Word for word, restate every record, though not the pictures.

BEGIN DATA EXCERPTS

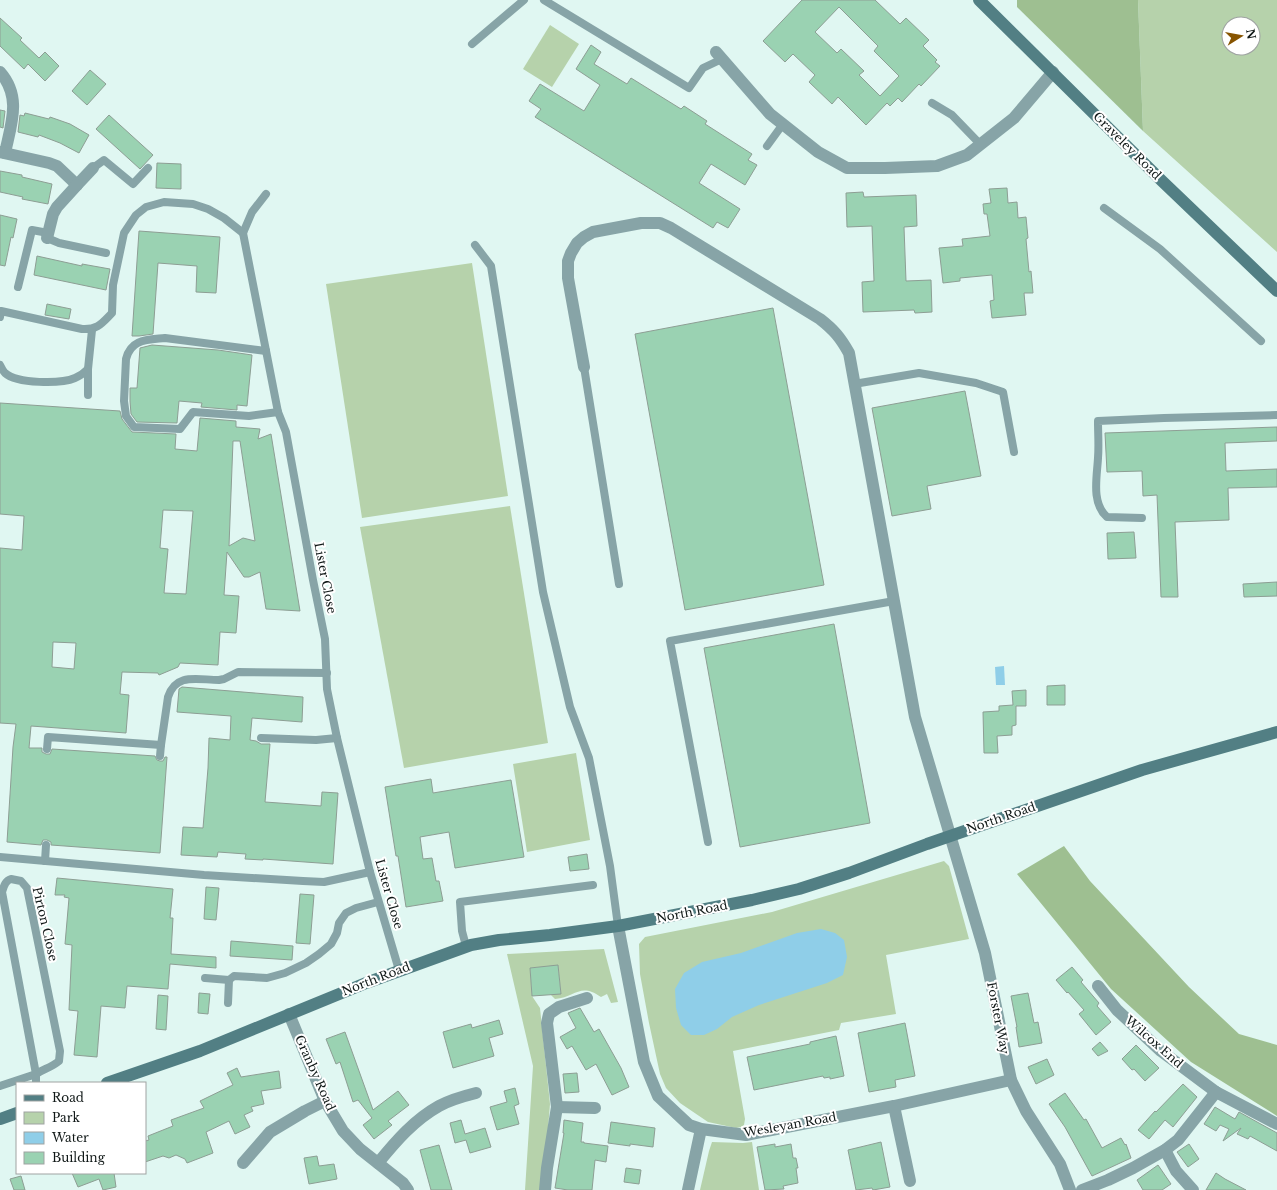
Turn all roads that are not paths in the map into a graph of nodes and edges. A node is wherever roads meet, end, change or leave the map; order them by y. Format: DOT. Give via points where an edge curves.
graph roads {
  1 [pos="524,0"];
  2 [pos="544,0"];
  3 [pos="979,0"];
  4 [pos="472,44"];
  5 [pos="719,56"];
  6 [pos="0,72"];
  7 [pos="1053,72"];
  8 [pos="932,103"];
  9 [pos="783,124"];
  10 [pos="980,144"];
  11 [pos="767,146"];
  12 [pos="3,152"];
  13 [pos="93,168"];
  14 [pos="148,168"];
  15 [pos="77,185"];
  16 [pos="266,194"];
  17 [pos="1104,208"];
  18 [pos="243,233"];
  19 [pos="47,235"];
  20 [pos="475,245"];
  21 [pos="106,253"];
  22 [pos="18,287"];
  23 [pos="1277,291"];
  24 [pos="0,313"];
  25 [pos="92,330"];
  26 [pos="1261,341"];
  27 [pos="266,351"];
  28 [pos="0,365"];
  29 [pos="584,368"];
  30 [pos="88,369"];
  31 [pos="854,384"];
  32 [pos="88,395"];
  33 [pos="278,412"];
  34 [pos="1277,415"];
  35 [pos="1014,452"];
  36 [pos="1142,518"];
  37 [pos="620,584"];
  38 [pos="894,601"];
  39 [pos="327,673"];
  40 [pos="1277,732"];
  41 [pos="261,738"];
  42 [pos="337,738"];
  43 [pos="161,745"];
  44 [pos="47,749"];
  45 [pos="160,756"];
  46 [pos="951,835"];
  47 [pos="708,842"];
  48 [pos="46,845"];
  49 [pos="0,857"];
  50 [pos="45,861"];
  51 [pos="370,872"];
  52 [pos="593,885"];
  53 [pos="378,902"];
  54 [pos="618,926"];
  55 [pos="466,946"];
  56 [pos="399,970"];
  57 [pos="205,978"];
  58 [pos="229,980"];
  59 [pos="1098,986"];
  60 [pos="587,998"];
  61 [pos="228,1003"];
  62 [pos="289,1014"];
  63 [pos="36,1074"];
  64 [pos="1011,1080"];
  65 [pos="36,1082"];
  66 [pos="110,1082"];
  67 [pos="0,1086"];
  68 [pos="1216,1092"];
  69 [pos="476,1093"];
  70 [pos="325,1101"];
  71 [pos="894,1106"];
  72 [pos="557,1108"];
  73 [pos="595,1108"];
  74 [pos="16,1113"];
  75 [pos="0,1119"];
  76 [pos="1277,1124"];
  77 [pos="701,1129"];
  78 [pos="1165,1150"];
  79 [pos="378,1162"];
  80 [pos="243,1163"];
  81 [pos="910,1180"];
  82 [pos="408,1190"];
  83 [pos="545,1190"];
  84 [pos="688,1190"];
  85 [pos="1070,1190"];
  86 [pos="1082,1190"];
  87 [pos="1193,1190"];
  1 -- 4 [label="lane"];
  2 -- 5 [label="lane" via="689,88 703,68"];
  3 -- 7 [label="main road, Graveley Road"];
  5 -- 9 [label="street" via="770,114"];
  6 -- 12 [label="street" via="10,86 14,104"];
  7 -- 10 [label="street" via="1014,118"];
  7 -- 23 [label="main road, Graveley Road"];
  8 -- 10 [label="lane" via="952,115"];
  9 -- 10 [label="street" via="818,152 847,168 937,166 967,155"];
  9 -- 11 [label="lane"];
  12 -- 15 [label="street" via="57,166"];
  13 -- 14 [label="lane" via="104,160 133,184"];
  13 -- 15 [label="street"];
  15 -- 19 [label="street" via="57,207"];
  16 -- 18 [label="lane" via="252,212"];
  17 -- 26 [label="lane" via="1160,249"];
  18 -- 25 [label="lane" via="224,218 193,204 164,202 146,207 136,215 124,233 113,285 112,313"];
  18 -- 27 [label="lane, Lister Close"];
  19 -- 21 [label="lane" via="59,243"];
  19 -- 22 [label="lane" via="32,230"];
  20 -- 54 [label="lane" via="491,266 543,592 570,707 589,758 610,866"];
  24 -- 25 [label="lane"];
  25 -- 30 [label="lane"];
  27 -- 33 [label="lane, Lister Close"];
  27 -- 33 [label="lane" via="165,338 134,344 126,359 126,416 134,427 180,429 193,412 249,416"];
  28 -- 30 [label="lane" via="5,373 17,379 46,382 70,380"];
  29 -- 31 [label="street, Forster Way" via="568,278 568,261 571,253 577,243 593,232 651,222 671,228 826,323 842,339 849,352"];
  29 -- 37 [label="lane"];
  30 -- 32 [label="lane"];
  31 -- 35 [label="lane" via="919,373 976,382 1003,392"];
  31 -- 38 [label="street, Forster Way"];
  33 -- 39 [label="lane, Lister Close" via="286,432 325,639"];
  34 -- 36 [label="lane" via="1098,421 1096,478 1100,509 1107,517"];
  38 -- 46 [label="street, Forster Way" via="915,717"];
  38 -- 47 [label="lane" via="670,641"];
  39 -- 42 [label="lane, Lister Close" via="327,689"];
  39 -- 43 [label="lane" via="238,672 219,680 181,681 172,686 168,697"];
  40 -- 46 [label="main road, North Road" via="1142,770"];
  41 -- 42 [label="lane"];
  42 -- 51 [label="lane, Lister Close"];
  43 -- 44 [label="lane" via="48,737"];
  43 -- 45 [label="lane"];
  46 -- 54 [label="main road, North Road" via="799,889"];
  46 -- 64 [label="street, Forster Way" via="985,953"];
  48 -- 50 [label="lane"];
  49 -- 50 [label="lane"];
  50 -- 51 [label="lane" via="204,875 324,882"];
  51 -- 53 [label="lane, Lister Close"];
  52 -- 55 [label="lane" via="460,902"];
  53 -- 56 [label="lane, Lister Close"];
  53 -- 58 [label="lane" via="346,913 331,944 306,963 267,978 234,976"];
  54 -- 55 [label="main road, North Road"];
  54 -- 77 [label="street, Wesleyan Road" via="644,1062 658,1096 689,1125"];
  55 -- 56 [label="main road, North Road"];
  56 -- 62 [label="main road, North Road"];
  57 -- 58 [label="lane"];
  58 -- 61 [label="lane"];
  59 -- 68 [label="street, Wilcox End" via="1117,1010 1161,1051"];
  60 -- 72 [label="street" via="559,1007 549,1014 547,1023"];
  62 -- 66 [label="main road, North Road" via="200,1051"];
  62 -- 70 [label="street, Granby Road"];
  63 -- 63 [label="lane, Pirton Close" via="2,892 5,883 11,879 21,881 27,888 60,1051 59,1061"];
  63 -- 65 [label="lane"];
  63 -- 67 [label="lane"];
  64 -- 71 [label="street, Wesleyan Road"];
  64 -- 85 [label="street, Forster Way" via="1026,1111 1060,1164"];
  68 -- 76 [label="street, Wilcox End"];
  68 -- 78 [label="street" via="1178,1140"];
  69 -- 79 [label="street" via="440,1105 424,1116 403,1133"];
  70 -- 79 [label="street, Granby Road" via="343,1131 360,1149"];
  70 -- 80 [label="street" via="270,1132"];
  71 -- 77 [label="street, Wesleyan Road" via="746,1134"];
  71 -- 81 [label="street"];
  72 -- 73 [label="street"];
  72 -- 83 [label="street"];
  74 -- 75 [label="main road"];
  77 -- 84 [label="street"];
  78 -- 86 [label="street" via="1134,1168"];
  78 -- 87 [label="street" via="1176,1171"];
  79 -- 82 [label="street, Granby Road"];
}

END DATA EXCERPTS

■ **RESPONSE AREA**:
Turn all roads that are not paths in the map into a graph of nodes and edges. A node is wherever roads meet, end, change or leave the map; order them by y. Format: DOT. Give via points where an edge curves.
graph roads {
  1 [pos="524,0"];
  2 [pos="544,0"];
  3 [pos="979,0"];
  4 [pos="472,44"];
  5 [pos="719,56"];
  6 [pos="0,72"];
  7 [pos="1053,72"];
  8 [pos="932,103"];
  9 [pos="783,124"];
  10 [pos="980,144"];
  11 [pos="767,146"];
  12 [pos="3,152"];
  13 [pos="93,168"];
  14 [pos="148,168"];
  15 [pos="77,185"];
  16 [pos="266,194"];
  17 [pos="1104,208"];
  18 [pos="243,233"];
  19 [pos="47,235"];
  20 [pos="475,245"];
  21 [pos="106,253"];
  22 [pos="18,287"];
  23 [pos="1277,291"];
  24 [pos="0,313"];
  25 [pos="92,330"];
  26 [pos="1261,341"];
  27 [pos="266,351"];
  28 [pos="0,365"];
  29 [pos="584,368"];
  30 [pos="88,369"];
  31 [pos="854,384"];
  32 [pos="88,395"];
  33 [pos="278,412"];
  34 [pos="1277,415"];
  35 [pos="1014,452"];
  36 [pos="1142,518"];
  37 [pos="620,584"];
  38 [pos="894,601"];
  39 [pos="327,673"];
  40 [pos="1277,732"];
  41 [pos="261,738"];
  42 [pos="337,738"];
  43 [pos="161,745"];
  44 [pos="47,749"];
  45 [pos="160,756"];
  46 [pos="951,835"];
  47 [pos="708,842"];
  48 [pos="46,845"];
  49 [pos="0,857"];
  50 [pos="45,861"];
  51 [pos="370,872"];
  52 [pos="593,885"];
  53 [pos="378,902"];
  54 [pos="618,926"];
  55 [pos="466,946"];
  56 [pos="399,970"];
  57 [pos="205,978"];
  58 [pos="229,980"];
  59 [pos="1098,986"];
  60 [pos="587,998"];
  61 [pos="228,1003"];
  62 [pos="289,1014"];
  63 [pos="36,1074"];
  64 [pos="1011,1080"];
  65 [pos="36,1082"];
  66 [pos="110,1082"];
  67 [pos="0,1086"];
  68 [pos="1216,1092"];
  69 [pos="476,1093"];
  70 [pos="325,1101"];
  71 [pos="894,1106"];
  72 [pos="557,1108"];
  73 [pos="595,1108"];
  74 [pos="16,1113"];
  75 [pos="0,1119"];
  76 [pos="1277,1124"];
  77 [pos="701,1129"];
  78 [pos="1165,1150"];
  79 [pos="378,1162"];
  80 [pos="243,1163"];
  81 [pos="910,1180"];
  82 [pos="408,1190"];
  83 [pos="545,1190"];
  84 [pos="688,1190"];
  85 [pos="1070,1190"];
  86 [pos="1082,1190"];
  87 [pos="1193,1190"];
  1 -- 4 [label="lane"];
  2 -- 5 [label="lane" via="689,88 703,68"];
  3 -- 7 [label="main road, Graveley Road"];
  5 -- 9 [label="street" via="770,114"];
  6 -- 12 [label="street" via="10,86 14,104"];
  7 -- 10 [label="street" via="1014,118"];
  7 -- 23 [label="main road, Graveley Road"];
  8 -- 10 [label="lane" via="952,115"];
  9 -- 10 [label="street" via="818,152 847,168 937,166 967,155"];
  9 -- 11 [label="lane"];
  12 -- 15 [label="street" via="57,166"];
  13 -- 14 [label="lane" via="104,160 133,184"];
  13 -- 15 [label="street"];
  15 -- 19 [label="street" via="57,207"];
  16 -- 18 [label="lane" via="252,212"];
  17 -- 26 [label="lane" via="1160,249"];
  18 -- 25 [label="lane" via="224,218 193,204 164,202 146,207 136,215 124,233 113,285 112,313"];
  18 -- 27 [label="lane, Lister Close"];
  19 -- 21 [label="lane" via="59,243"];
  19 -- 22 [label="lane" via="32,230"];
  20 -- 54 [label="lane" via="491,266 543,592 570,707 589,758 610,866"];
  24 -- 25 [label="lane"];
  25 -- 30 [label="lane"];
  27 -- 33 [label="lane, Lister Close"];
  27 -- 33 [label="lane" via="165,338 134,344 126,359 126,416 134,427 180,429 193,412 249,416"];
  28 -- 30 [label="lane" via="5,373 17,379 46,382 70,380"];
  29 -- 31 [label="street, Forster Way" via="568,278 568,261 571,253 577,243 593,232 651,222 671,228 826,323 842,339 849,352"];
  29 -- 37 [label="lane"];
  30 -- 32 [label="lane"];
  31 -- 35 [label="lane" via="919,373 976,382 1003,392"];
  31 -- 38 [label="street, Forster Way"];
  33 -- 39 [label="lane, Lister Close" via="286,432 325,639"];
  34 -- 36 [label="lane" via="1098,421 1096,478 1100,509 1107,517"];
  38 -- 46 [label="street, Forster Way" via="915,717"];
  38 -- 47 [label="lane" via="670,641"];
  39 -- 42 [label="lane, Lister Close" via="327,689"];
  39 -- 43 [label="lane" via="238,672 219,680 181,681 172,686 168,697"];
  40 -- 46 [label="main road, North Road" via="1142,770"];
  41 -- 42 [label="lane"];
  42 -- 51 [label="lane, Lister Close"];
  43 -- 44 [label="lane" via="48,737"];
  43 -- 45 [label="lane"];
  46 -- 54 [label="main road, North Road" via="799,889"];
  46 -- 64 [label="street, Forster Way" via="985,953"];
  48 -- 50 [label="lane"];
  49 -- 50 [label="lane"];
  50 -- 51 [label="lane" via="204,875 324,882"];
  51 -- 53 [label="lane, Lister Close"];
  52 -- 55 [label="lane" via="460,902"];
  53 -- 56 [label="lane, Lister Close"];
  53 -- 58 [label="lane" via="346,913 331,944 306,963 267,978 234,976"];
  54 -- 55 [label="main road, North Road"];
  54 -- 77 [label="street, Wesleyan Road" via="644,1062 658,1096 689,1125"];
  55 -- 56 [label="main road, North Road"];
  56 -- 62 [label="main road, North Road"];
  57 -- 58 [label="lane"];
  58 -- 61 [label="lane"];
  59 -- 68 [label="street, Wilcox End" via="1117,1010 1161,1051"];
  60 -- 72 [label="street" via="559,1007 549,1014 547,1023"];
  62 -- 66 [label="main road, North Road" via="200,1051"];
  62 -- 70 [label="street, Granby Road"];
  63 -- 63 [label="lane, Pirton Close" via="2,892 5,883 11,879 21,881 27,888 60,1051 59,1061"];
  63 -- 65 [label="lane"];
  63 -- 67 [label="lane"];
  64 -- 71 [label="street, Wesleyan Road"];
  64 -- 85 [label="street, Forster Way" via="1026,1111 1060,1164"];
  68 -- 76 [label="street, Wilcox End"];
  68 -- 78 [label="street" via="1178,1140"];
  69 -- 79 [label="street" via="440,1105 424,1116 403,1133"];
  70 -- 79 [label="street, Granby Road" via="343,1131 360,1149"];
  70 -- 80 [label="street" via="270,1132"];
  71 -- 77 [label="street, Wesleyan Road" via="746,1134"];
  71 -- 81 [label="street"];
  72 -- 73 [label="street"];
  72 -- 83 [label="street"];
  74 -- 75 [label="main road"];
  77 -- 84 [label="street"];
  78 -- 86 [label="street" via="1134,1168"];
  78 -- 87 [label="street" via="1176,1171"];
  79 -- 82 [label="street, Granby Road"];
}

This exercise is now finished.